The influence of Irish music on Siren Songs can be heard in Trapper’s open tuned acoustic guitar, the traditional feeling ballads, lyrical themes of the sea, war and unrequited love, as well as the instrumentation. “Irish folk music really helped me during the pandemic,” Schoepp says. “There’s an uplifting quality in this tradition that can break your heart and make you laugh at the same time.”
Trapper notes the Clancy Brothers, The Chieftains and Paul Brady as key inspirations on Siren Songs. “If it weren’t for the song ‘Arthur McBride’ by Paul Brady, this album probably wouldn’t exist,” Trapper posits. So struck by the song, he tuned his guitar to open D like Brady and learned new chord shapes by watching YouTube videos of him performing. “It was a complete revelation,” Trapper says of the open D tuning, which is utilized by artists like Joni Mitchell and Neil Young.
The historic Cash Cabin was an inspiring and homey environment to record 14 songs in one week’s time. What was initially Johnny’s private rustic sanctuary to recharge—cooking, movies, leathercraft—later evolved into his working studio. “Everyone from Dolly Parton to Snoop Dog has visited the Cabin, and it was an unforgettable experience I am eternally grateful for, ” Trapper says.
Trapper and band recorded the tracks live together, forgoing click track technology to allow the ebb and flow of a live performance. “By the fourth or fifth take, we’d have most of what you hear,” Trapper says of this approach. “There’s an intensity and joy to being in that shared moment, especially after going through the isolation of the pandemic.”
The opportunity to play instruments like Cash’s 1930s “shitkicker” Martin guitar and June Carter Cash’s Steinway piano certainly helped inspire the players. A fold-up harmonium organ caught the ears of Pat and Trapper. “This kind of organ was once used by military chaplains to hold services on battlefields, and it’s remarkable that it is still sharing stories in 2022,” Trapper says. “There’s a power in well-used instruments like this that can be really effective in the right hands in the right song.”

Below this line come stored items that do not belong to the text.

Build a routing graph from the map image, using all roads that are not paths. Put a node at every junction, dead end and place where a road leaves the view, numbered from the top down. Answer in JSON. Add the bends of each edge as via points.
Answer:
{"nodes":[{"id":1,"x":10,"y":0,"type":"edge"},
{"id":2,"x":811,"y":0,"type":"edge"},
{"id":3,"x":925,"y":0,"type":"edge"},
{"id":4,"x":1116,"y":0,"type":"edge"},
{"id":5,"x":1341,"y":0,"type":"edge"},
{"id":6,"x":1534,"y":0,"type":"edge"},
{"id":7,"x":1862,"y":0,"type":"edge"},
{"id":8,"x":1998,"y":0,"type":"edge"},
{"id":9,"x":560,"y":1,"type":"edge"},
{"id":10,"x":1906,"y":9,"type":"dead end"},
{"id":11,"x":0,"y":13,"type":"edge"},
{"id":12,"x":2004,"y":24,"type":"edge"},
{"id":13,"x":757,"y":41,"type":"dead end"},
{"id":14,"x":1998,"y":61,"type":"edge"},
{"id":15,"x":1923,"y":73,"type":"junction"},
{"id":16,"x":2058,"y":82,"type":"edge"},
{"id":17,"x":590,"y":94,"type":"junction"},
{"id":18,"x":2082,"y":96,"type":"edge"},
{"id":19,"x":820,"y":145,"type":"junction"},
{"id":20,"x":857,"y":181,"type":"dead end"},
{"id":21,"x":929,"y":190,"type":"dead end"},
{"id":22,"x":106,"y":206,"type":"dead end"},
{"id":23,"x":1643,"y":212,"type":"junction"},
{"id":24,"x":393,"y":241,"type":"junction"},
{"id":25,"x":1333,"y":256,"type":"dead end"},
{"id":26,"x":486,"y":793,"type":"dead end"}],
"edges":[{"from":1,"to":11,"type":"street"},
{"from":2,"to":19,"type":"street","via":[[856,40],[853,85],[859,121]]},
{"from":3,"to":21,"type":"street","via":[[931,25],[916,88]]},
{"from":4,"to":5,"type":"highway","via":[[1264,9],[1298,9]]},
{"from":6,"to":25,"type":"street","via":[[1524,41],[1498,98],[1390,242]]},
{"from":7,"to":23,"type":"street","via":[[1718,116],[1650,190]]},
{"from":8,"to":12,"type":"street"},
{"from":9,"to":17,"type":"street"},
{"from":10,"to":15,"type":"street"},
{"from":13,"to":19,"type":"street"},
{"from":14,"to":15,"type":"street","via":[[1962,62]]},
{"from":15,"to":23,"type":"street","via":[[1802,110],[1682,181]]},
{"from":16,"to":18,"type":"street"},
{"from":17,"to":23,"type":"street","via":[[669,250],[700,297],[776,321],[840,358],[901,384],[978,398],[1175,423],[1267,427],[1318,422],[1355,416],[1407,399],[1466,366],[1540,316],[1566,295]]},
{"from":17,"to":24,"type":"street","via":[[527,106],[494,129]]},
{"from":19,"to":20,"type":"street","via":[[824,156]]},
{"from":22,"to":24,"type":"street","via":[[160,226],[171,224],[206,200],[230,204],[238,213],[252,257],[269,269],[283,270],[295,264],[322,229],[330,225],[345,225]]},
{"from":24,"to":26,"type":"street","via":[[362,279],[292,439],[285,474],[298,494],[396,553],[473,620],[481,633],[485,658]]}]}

Producer Patrick Sansone plays said organ on “Good Graces,” a romantic lament of lovers hitting a crossroads. The song has throughlines and characters in common with “In Returning” and “Eliza,” the latter is a story of a woman who moves to be with her mother after her father is lost at sea, leaving the narrator behind to sing a siren of his own.
Schoepp depicts characters reaching crossroads in “Cliffs of Dovers,” a narrative of a soldier struggling with PTSD after returning from Iraq. On “Silk and Satin,” Trapper uses maritime jive to discuss a person living out a double life as a businessman by day and drag queen by night. He adds, “In a different kind of undercover drag, I heard of sailor wives who who would crossdress as men to be with their husbands at sea,” Trapper says. “I think such an extraordinary risk is romantic.”

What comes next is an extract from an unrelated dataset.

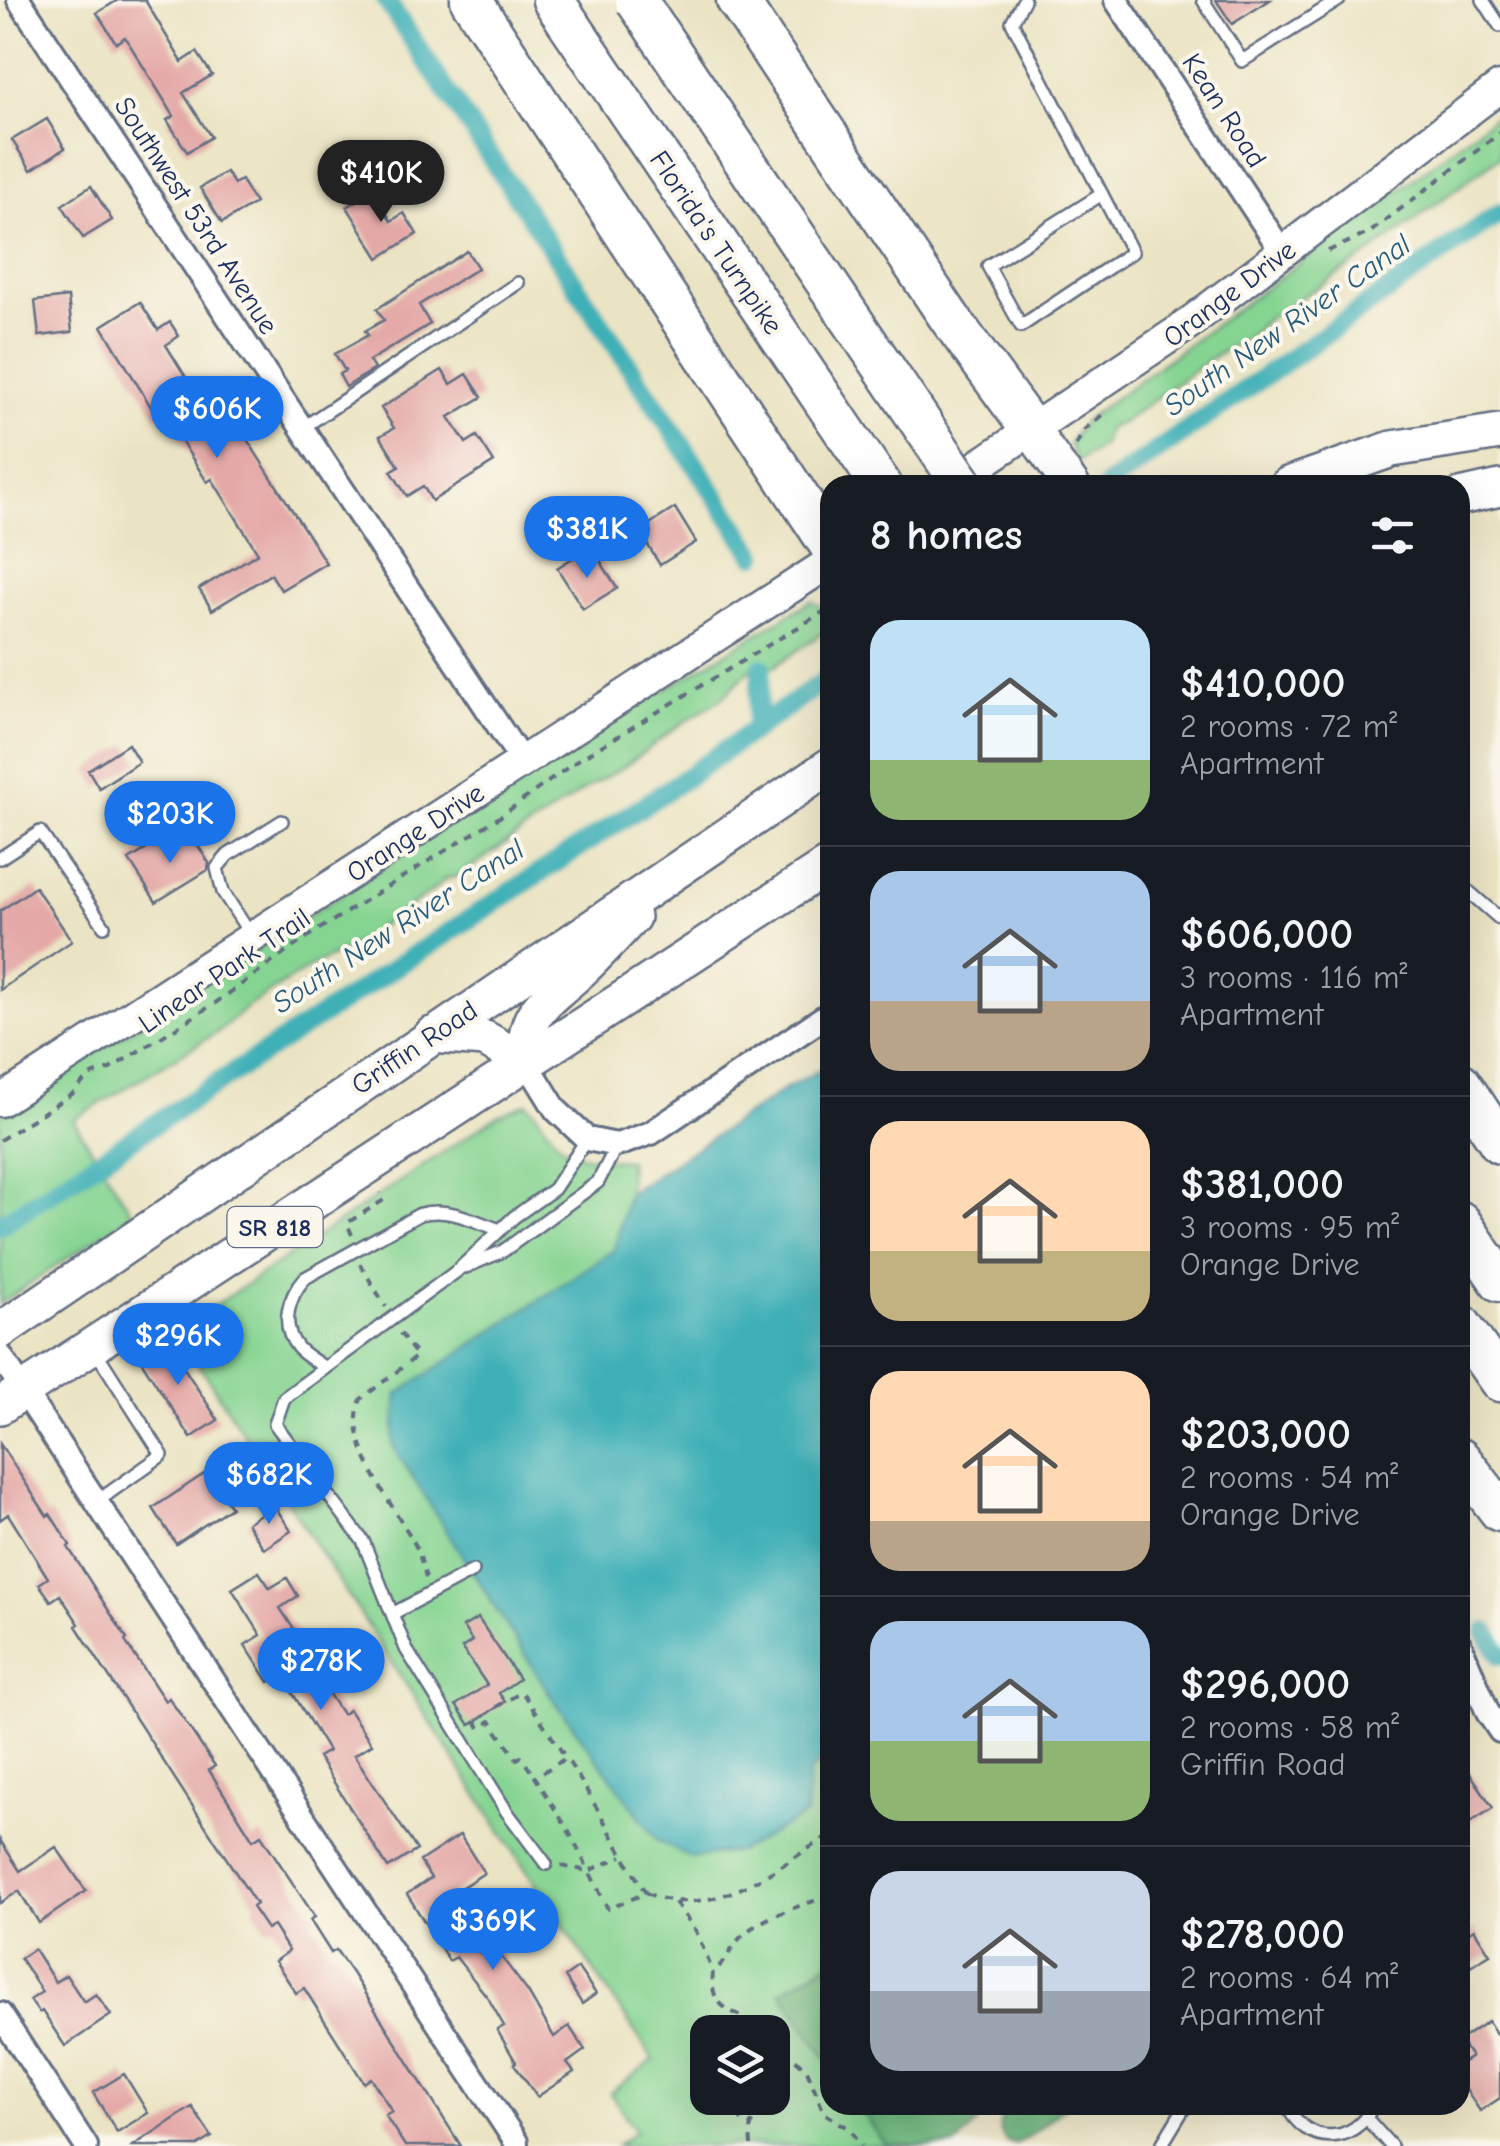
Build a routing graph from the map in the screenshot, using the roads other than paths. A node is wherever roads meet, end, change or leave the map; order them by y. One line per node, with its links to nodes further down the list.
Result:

The album art photography was taken on the studio grounds by Joseph Cash, who also directed a music video for “Cliffs of Dover.” Musically, Cash contributed Dobro on “Devil’s Kettle” and vocals on “Diocese.” The music video finds Trapper and band recording the song and exploring the Cabin grounds.

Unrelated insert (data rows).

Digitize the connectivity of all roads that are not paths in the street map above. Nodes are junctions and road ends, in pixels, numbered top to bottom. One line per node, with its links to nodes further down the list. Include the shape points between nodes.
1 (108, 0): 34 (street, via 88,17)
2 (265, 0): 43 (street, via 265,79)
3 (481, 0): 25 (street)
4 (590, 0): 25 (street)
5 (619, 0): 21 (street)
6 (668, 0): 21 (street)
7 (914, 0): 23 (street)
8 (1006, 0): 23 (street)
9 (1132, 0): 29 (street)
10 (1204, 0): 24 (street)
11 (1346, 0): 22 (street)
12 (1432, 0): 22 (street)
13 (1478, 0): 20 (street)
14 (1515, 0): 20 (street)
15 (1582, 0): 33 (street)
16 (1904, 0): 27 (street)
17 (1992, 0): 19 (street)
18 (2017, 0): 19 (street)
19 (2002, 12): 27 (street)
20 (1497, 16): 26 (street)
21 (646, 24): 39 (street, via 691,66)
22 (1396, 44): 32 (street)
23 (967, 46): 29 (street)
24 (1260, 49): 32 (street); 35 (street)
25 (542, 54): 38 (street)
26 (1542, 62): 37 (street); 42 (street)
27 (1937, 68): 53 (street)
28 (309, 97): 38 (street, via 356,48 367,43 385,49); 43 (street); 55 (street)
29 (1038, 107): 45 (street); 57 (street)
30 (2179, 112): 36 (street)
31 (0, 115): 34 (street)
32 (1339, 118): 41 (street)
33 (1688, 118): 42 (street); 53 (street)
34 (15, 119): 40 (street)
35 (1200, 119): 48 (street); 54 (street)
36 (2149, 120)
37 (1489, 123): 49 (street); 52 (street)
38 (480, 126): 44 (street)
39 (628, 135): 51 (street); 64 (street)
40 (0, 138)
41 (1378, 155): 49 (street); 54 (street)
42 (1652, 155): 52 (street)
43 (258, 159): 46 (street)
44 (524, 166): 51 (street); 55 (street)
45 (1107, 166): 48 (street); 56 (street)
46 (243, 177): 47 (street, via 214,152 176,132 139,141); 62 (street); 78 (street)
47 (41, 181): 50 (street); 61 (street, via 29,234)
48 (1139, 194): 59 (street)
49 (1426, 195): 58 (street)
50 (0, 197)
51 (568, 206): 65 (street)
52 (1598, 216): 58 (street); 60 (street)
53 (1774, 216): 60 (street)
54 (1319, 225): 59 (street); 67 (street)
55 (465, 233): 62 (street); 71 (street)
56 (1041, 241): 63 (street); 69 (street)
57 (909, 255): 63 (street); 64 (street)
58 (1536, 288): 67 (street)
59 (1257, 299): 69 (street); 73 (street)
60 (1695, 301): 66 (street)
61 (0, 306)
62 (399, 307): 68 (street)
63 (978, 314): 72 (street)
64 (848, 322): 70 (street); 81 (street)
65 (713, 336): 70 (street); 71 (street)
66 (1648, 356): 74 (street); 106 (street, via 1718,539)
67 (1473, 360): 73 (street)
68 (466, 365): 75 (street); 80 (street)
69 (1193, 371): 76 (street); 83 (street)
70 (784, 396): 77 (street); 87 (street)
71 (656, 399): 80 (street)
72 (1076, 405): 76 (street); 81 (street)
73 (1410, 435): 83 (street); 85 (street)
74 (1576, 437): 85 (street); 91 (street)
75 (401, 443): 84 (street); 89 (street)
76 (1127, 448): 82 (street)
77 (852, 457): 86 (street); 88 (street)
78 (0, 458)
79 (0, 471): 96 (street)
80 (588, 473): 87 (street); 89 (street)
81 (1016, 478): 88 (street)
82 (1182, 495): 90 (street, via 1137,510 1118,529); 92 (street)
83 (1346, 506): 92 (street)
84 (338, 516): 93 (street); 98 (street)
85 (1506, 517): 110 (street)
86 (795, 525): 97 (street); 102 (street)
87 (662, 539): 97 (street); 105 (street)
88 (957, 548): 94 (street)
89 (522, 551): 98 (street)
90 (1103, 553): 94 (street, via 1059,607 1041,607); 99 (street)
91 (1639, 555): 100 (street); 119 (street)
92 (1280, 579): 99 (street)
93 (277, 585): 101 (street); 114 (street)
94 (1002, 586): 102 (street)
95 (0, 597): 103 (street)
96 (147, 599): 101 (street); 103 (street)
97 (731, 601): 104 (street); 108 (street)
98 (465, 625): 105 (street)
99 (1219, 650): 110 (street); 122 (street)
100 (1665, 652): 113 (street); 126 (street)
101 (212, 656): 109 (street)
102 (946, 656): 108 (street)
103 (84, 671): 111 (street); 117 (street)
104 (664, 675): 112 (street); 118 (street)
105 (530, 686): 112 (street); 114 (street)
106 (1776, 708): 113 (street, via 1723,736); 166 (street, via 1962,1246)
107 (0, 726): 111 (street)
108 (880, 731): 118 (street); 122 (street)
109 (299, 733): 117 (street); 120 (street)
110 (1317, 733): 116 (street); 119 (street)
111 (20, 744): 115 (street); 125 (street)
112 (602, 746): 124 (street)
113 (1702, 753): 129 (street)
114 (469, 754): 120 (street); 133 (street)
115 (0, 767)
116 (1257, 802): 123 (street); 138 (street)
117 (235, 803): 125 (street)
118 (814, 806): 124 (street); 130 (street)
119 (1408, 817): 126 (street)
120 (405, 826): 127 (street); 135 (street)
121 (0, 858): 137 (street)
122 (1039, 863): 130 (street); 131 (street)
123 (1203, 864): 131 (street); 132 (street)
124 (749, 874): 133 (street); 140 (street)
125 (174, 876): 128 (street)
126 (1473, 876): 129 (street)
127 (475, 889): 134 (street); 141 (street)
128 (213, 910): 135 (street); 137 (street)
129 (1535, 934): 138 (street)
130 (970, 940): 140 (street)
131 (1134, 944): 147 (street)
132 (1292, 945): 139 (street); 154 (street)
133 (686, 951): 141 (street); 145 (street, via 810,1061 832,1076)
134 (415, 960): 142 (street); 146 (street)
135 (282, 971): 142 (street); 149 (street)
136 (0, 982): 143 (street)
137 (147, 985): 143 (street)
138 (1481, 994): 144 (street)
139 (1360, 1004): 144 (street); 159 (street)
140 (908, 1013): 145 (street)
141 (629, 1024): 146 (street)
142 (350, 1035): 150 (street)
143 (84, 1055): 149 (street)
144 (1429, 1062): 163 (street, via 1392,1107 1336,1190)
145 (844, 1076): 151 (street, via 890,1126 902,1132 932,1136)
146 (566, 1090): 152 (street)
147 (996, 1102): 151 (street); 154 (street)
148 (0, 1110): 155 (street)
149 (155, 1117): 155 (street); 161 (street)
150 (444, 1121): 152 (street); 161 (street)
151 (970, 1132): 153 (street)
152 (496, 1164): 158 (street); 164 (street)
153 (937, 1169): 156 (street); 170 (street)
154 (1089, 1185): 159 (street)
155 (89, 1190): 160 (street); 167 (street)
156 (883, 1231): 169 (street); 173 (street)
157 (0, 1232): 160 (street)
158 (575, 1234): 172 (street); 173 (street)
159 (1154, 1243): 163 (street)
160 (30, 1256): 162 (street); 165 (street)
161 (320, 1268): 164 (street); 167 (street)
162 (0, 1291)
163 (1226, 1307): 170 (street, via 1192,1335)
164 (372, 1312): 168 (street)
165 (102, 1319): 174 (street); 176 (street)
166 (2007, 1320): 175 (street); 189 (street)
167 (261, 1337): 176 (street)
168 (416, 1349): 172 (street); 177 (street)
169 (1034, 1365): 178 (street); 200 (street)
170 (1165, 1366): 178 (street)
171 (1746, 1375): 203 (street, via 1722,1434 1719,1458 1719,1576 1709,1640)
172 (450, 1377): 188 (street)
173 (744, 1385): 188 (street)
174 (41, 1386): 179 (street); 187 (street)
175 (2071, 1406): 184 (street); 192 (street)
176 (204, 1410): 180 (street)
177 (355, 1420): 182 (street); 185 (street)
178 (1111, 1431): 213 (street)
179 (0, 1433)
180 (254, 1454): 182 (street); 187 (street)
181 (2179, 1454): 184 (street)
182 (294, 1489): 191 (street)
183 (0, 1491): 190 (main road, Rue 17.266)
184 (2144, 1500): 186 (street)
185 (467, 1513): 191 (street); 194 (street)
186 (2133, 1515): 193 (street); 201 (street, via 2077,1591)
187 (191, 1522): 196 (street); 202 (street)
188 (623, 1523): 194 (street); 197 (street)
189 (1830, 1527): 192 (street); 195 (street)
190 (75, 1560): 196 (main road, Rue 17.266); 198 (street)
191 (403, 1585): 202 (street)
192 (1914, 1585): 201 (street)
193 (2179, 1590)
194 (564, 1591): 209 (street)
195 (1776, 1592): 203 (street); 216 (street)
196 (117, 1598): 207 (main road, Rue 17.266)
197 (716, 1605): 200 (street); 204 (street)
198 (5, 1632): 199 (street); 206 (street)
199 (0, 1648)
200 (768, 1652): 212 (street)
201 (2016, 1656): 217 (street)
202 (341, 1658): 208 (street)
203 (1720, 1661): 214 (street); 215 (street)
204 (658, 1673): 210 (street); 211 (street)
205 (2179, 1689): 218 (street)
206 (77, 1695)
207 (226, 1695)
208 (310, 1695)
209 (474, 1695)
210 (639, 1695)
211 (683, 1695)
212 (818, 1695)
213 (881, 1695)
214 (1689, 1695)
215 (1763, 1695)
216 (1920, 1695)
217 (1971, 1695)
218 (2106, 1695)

After having spent the last decade performing countless live dates and sharing stages with such like-minded Americana mainstays as The Wallflowers, The Jayhawks, Frank Turner and Old 97’s, Schoepp will take to the road again with Siren Songs in 2023. “This kind of folk music is a living, breathing artform that really comes to life when shared,” Trapper says. “I can’t wait to take these songs to the people.”